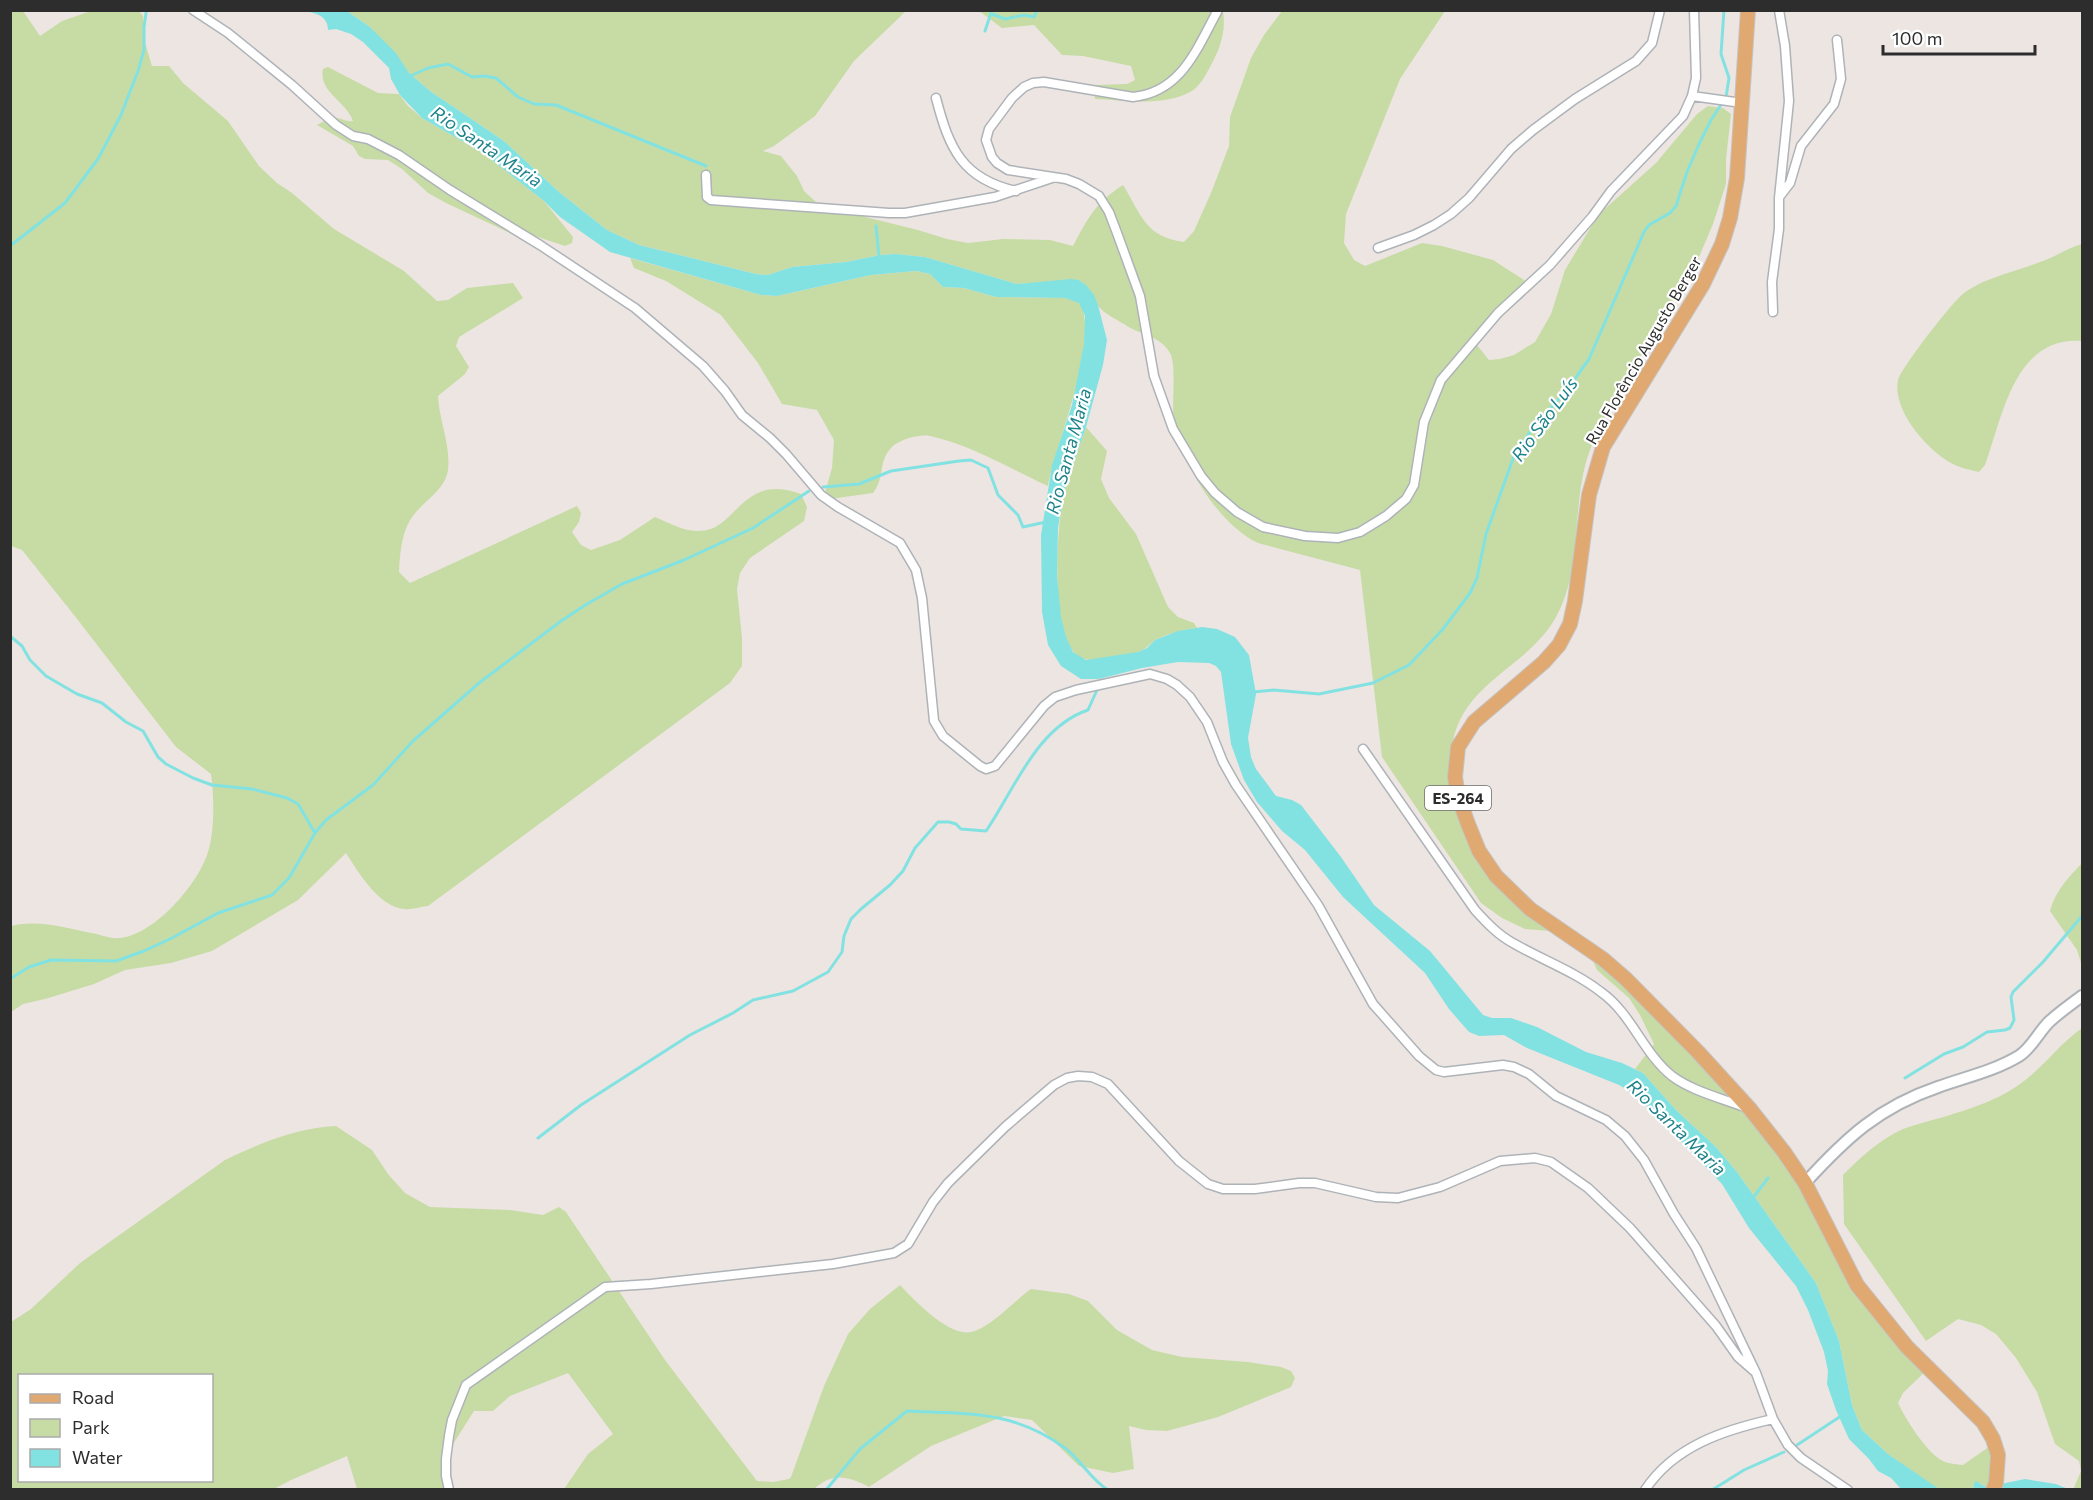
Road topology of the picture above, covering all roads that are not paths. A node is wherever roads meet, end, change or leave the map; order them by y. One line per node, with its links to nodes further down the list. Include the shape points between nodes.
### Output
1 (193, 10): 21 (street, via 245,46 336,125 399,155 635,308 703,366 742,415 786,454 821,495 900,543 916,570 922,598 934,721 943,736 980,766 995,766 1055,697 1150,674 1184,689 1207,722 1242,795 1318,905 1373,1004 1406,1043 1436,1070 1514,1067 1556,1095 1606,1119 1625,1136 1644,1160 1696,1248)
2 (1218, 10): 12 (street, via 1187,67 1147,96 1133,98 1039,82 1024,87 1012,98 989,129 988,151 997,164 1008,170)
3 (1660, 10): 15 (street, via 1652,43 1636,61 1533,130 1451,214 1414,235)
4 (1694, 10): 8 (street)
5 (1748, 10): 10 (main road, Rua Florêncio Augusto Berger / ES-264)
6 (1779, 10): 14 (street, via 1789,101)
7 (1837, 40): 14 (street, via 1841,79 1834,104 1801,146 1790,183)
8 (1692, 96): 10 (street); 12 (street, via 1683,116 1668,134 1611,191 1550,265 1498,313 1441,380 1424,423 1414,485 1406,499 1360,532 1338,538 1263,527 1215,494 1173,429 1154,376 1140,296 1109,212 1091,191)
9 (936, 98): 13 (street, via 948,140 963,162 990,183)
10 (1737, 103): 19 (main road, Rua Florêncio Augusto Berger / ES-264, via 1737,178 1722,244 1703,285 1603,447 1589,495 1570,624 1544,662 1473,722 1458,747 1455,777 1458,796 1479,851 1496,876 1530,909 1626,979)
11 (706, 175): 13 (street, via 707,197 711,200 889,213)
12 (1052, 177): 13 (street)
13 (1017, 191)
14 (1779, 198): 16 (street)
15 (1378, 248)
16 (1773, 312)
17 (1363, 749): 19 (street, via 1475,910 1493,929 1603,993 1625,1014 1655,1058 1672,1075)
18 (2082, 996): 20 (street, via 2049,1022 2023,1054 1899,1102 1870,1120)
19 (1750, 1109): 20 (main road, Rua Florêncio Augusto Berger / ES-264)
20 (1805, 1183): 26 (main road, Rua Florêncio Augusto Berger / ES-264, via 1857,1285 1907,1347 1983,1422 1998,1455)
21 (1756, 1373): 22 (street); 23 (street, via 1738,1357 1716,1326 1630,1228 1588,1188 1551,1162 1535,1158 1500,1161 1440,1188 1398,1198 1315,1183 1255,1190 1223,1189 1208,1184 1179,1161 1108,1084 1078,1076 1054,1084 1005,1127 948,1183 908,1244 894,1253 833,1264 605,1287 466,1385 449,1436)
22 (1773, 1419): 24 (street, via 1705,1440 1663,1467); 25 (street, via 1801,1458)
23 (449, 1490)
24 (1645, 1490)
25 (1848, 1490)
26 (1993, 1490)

⁂

[Problem]: Copy every record exactly, dropping the images.

[Answer to the exercise]:
Road topology of the picture above, covering all roads that are not paths. A node is wherever roads meet, end, change or leave the map; order them by y. One line per node, with its links to nodes further down the list. Include the shape points between nodes.
### Output
1 (193, 10): 21 (street, via 245,46 336,125 399,155 635,308 703,366 742,415 786,454 821,495 900,543 916,570 922,598 934,721 943,736 980,766 995,766 1055,697 1150,674 1184,689 1207,722 1242,795 1318,905 1373,1004 1406,1043 1436,1070 1514,1067 1556,1095 1606,1119 1625,1136 1644,1160 1696,1248)
2 (1218, 10): 12 (street, via 1187,67 1147,96 1133,98 1039,82 1024,87 1012,98 989,129 988,151 997,164 1008,170)
3 (1660, 10): 15 (street, via 1652,43 1636,61 1533,130 1451,214 1414,235)
4 (1694, 10): 8 (street)
5 (1748, 10): 10 (main road, Rua Florêncio Augusto Berger / ES-264)
6 (1779, 10): 14 (street, via 1789,101)
7 (1837, 40): 14 (street, via 1841,79 1834,104 1801,146 1790,183)
8 (1692, 96): 10 (street); 12 (street, via 1683,116 1668,134 1611,191 1550,265 1498,313 1441,380 1424,423 1414,485 1406,499 1360,532 1338,538 1263,527 1215,494 1173,429 1154,376 1140,296 1109,212 1091,191)
9 (936, 98): 13 (street, via 948,140 963,162 990,183)
10 (1737, 103): 19 (main road, Rua Florêncio Augusto Berger / ES-264, via 1737,178 1722,244 1703,285 1603,447 1589,495 1570,624 1544,662 1473,722 1458,747 1455,777 1458,796 1479,851 1496,876 1530,909 1626,979)
11 (706, 175): 13 (street, via 707,197 711,200 889,213)
12 (1052, 177): 13 (street)
13 (1017, 191)
14 (1779, 198): 16 (street)
15 (1378, 248)
16 (1773, 312)
17 (1363, 749): 19 (street, via 1475,910 1493,929 1603,993 1625,1014 1655,1058 1672,1075)
18 (2082, 996): 20 (street, via 2049,1022 2023,1054 1899,1102 1870,1120)
19 (1750, 1109): 20 (main road, Rua Florêncio Augusto Berger / ES-264)
20 (1805, 1183): 26 (main road, Rua Florêncio Augusto Berger / ES-264, via 1857,1285 1907,1347 1983,1422 1998,1455)
21 (1756, 1373): 22 (street); 23 (street, via 1738,1357 1716,1326 1630,1228 1588,1188 1551,1162 1535,1158 1500,1161 1440,1188 1398,1198 1315,1183 1255,1190 1223,1189 1208,1184 1179,1161 1108,1084 1078,1076 1054,1084 1005,1127 948,1183 908,1244 894,1253 833,1264 605,1287 466,1385 449,1436)
22 (1773, 1419): 24 (street, via 1705,1440 1663,1467); 25 (street, via 1801,1458)
23 (449, 1490)
24 (1645, 1490)
25 (1848, 1490)
26 (1993, 1490)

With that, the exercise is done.